▶ EXERCISE DETAILS
In the listing that follows, give every line again exactly and omit the pictures.

▶ RECORDS SUPPLIED
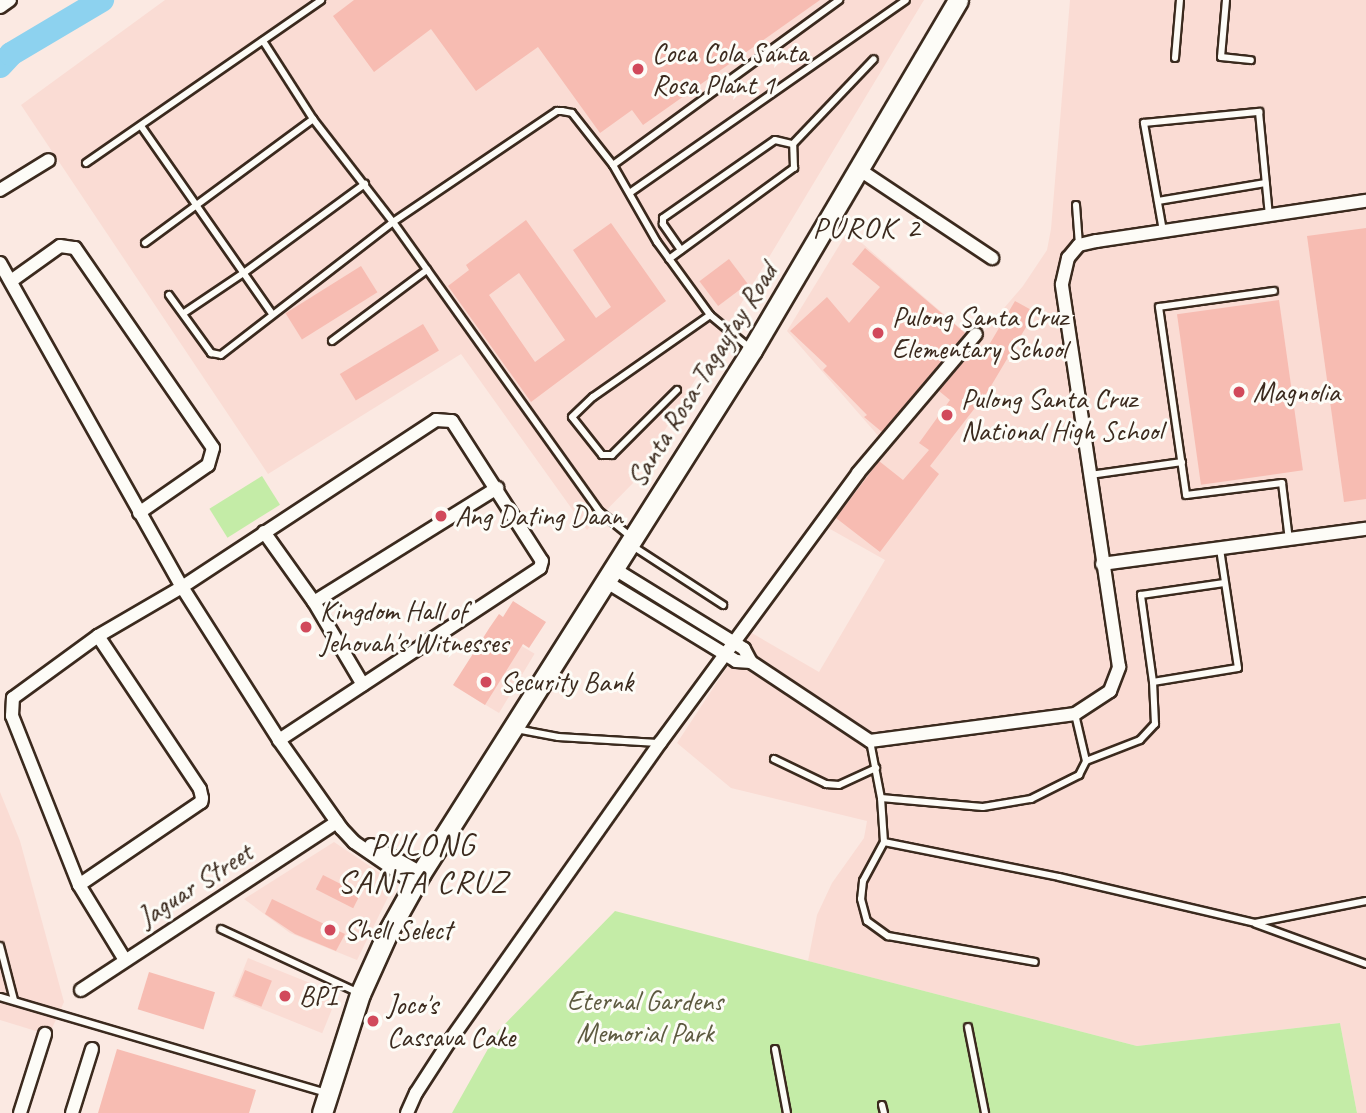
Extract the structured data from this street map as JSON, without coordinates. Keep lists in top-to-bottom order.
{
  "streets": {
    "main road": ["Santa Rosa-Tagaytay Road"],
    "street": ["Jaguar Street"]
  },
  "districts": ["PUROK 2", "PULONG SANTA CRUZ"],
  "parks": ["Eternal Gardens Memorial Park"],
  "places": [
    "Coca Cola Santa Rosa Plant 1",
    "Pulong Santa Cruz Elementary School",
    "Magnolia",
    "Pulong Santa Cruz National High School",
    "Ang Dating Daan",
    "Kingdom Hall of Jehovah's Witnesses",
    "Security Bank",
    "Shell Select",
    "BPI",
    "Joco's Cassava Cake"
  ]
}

▶ ANSWER FOR THE TASK
Extract the structured data from this street map as JSON, without coordinates. Keep lists in top-to-bottom order.
{
  "streets": {
    "main road": ["Santa Rosa-Tagaytay Road"],
    "street": ["Jaguar Street"]
  },
  "districts": ["PUROK 2", "PULONG SANTA CRUZ"],
  "parks": ["Eternal Gardens Memorial Park"],
  "places": [
    "Coca Cola Santa Rosa Plant 1",
    "Pulong Santa Cruz Elementary School",
    "Magnolia",
    "Pulong Santa Cruz National High School",
    "Ang Dating Daan",
    "Kingdom Hall of Jehovah's Witnesses",
    "Security Bank",
    "Shell Select",
    "BPI",
    "Joco's Cassava Cake"
  ]
}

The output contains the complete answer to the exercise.